The term “attention-deficit” is misleading. Children with problems focusing, organizing, and completing work most often have deficits relative to executive functioning, a set of skills performed in the frontal cortex of the brain and best evaluated by psychological tests. These tests are administered by a psychologist in an office and evaluated along with the other essential data discussed above. Then, and only then, can a professional make accurate statements about a student’s memory and attention.

What types of problems are serious enough to warrant testing?
Too many individuals or families wait until someone is in trouble to pursue testing. People behave in only a few ways for a multitude of reasons. Identifying behaviors is descriptive; identifying causes is diagnostic. In most cases, an individual who is trained to look and understand what they see easily reads early warning signs. It is through testing that PlusFour Solutions goes beyond describing an individual’s behavior to identify the root cause. Only when this is done will a course of treatment become apparent.

A comprehensive assessment is the single best diagnostic process available to people. At PlusFour Solutions we commonly test individuals for depression, anxiety, distractibility, anger, and school failure. We assess learning styles, learning disabilities, and students who are withdrawn socially or who do not seem to make friends or fit in. We often evaluate students who are experimenting with alcohol, marijuana, or other substances, or who may be model citizens at school but create terror at home. We test adults who are not functioning successfully in college, at work, or in relationships. It is why so many medical doctors, neurologists, teachers, counselors, and health professionals refer clients to Dr. Newton and PlusFour Solutions.
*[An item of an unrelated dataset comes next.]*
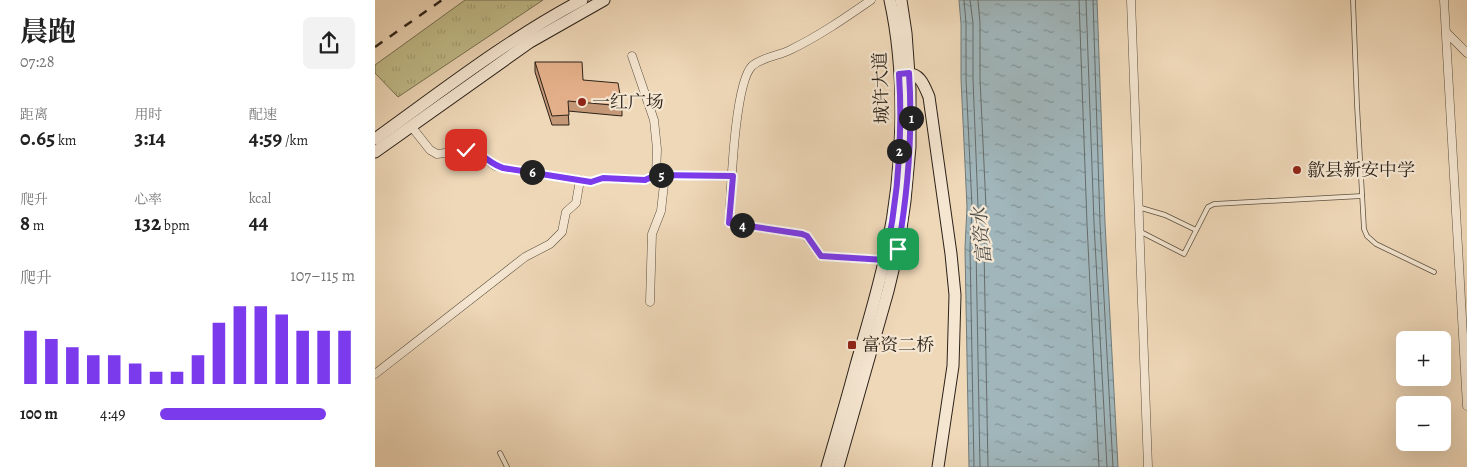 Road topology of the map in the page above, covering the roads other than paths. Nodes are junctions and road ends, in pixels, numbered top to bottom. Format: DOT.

How do you protect my privacy when sending information electronically?
All confidential information from PlusFour Solutions will be sent by a secure link that encrypts the message and any attachments. The encryption process allows only you to download and read the material that is sent (such as a report). PlusFour Solutions uses a second encryption service that allows you to send confidential data directly to Dr. Newton. You may access this service through the PlusFour Solutions web site and send totally secure messages and documents to Dr. Newton.

While these encryption services require a few extra steps to use, they are not cumbersome and do not require you to register to use the service. These services provide a very high level of security that guarantees no one else can access your data over the Internet.